Thousands of people packed into central Madrid on Saturday to protest against the Socialist government and accuse it of undermining the constitution, in a rally backed by rightist parties.
Protesters massed in the Plaza de Cibeles in front of City Hall, waved Spanish flags, called on Prime Minister Pedro Sanchez to resign and shouted out "traitor".
More than 100 groups - including the conservative opposition Popular Party, centre-right Ciudadanos and the far-right Vox - called the rally under the slogan "For Spain, for democracy and the constitution".
Speakers attacked the government for a string of policies and decisions, ranging from the release of Catalan independence campaigners to its pacts with regional separatist parties.

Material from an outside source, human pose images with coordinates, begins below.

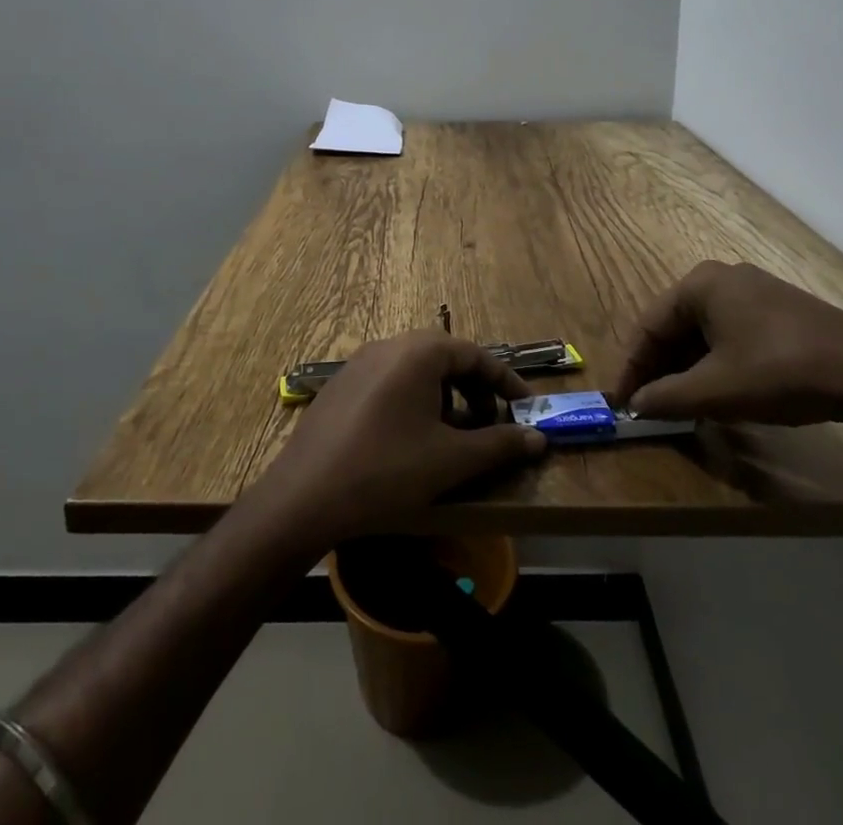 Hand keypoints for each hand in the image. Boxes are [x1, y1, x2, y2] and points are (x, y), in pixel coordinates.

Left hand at [247, 331, 546, 553]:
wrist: (304, 496)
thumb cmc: (386, 471)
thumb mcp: (451, 460)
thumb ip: (499, 444)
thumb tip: (538, 438)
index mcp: (419, 352)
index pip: (475, 354)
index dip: (505, 381)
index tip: (526, 408)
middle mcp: (389, 345)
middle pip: (445, 357)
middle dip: (474, 387)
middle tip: (492, 422)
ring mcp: (360, 363)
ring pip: (416, 370)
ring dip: (444, 395)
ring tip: (454, 434)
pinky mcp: (341, 385)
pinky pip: (390, 381)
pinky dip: (414, 400)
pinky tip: (412, 439)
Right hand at [611, 261, 842, 427]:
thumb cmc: (782, 372)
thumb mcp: (717, 390)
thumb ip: (667, 397)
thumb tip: (635, 405)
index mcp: (700, 284)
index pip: (649, 326)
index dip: (632, 368)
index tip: (621, 404)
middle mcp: (723, 280)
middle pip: (676, 328)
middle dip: (661, 371)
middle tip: (649, 410)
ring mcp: (755, 295)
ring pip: (704, 336)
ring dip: (688, 372)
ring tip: (680, 410)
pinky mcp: (779, 316)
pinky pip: (732, 339)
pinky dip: (717, 367)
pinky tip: (719, 398) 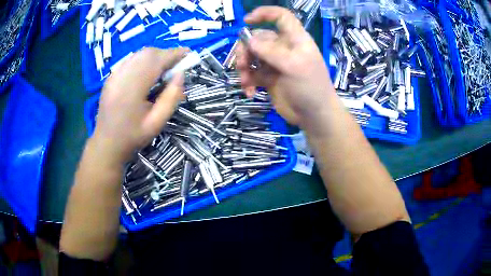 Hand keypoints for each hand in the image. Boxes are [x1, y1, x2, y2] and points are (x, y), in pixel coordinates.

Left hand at [93, 47, 187, 162]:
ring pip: (139, 54)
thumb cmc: (133, 136)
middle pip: (148, 53)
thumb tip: (181, 74)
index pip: (156, 60)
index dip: (174, 54)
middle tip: (177, 65)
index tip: (188, 53)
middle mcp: (122, 76)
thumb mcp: (157, 123)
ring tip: (164, 69)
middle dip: (165, 54)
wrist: (107, 143)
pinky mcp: (111, 76)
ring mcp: (114, 75)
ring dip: (155, 56)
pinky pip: (131, 60)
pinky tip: (148, 72)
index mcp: (132, 89)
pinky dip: (144, 60)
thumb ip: (172, 98)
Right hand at [237, 6, 335, 127]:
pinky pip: (252, 74)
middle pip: (258, 38)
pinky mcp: (269, 78)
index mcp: (294, 39)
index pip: (281, 17)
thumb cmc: (311, 87)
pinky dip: (247, 81)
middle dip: (246, 50)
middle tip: (242, 65)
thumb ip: (271, 51)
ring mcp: (275, 63)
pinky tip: (250, 91)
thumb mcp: (294, 66)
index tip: (247, 21)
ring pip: (251, 56)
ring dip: (244, 67)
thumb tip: (249, 41)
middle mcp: (283, 48)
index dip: (265, 13)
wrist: (314, 116)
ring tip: (245, 81) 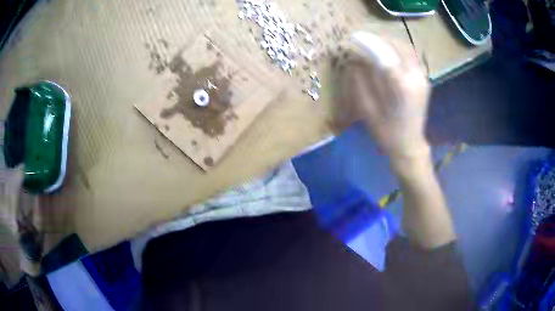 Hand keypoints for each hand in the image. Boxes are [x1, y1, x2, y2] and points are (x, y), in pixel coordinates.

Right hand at [336, 32, 430, 161]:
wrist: (409, 145)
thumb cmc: (386, 132)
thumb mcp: (367, 109)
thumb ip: (360, 82)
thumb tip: (354, 61)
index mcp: (401, 86)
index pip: (384, 54)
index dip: (368, 43)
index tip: (353, 38)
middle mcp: (415, 78)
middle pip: (398, 46)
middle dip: (379, 39)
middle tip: (363, 39)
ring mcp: (423, 78)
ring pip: (407, 49)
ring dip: (390, 42)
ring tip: (375, 43)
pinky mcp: (424, 79)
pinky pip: (413, 56)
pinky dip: (400, 49)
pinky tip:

Around 30,000 people took part, according to local government estimates.
Vox leader Santiago Abascal, the only party leader to attend, told the crowd the government had “trampled the constitution by locking up Spaniards,” in a reference to COVID lockdowns.
Around 200km (120 miles) away in the northwestern city of Valladolid, Sanchez told a Socialist rally that the protesters in Madrid were defending a "uniform" and therefore "discriminatory" Spain.
In June 2021, Sanchez’s government pardoned the nine jailed leaders of Catalonia’s failed 2017 independence bid "in the spirit of dialogue". Its recent decision to replace the crime of sedition with a lesser crime was opposed on the right.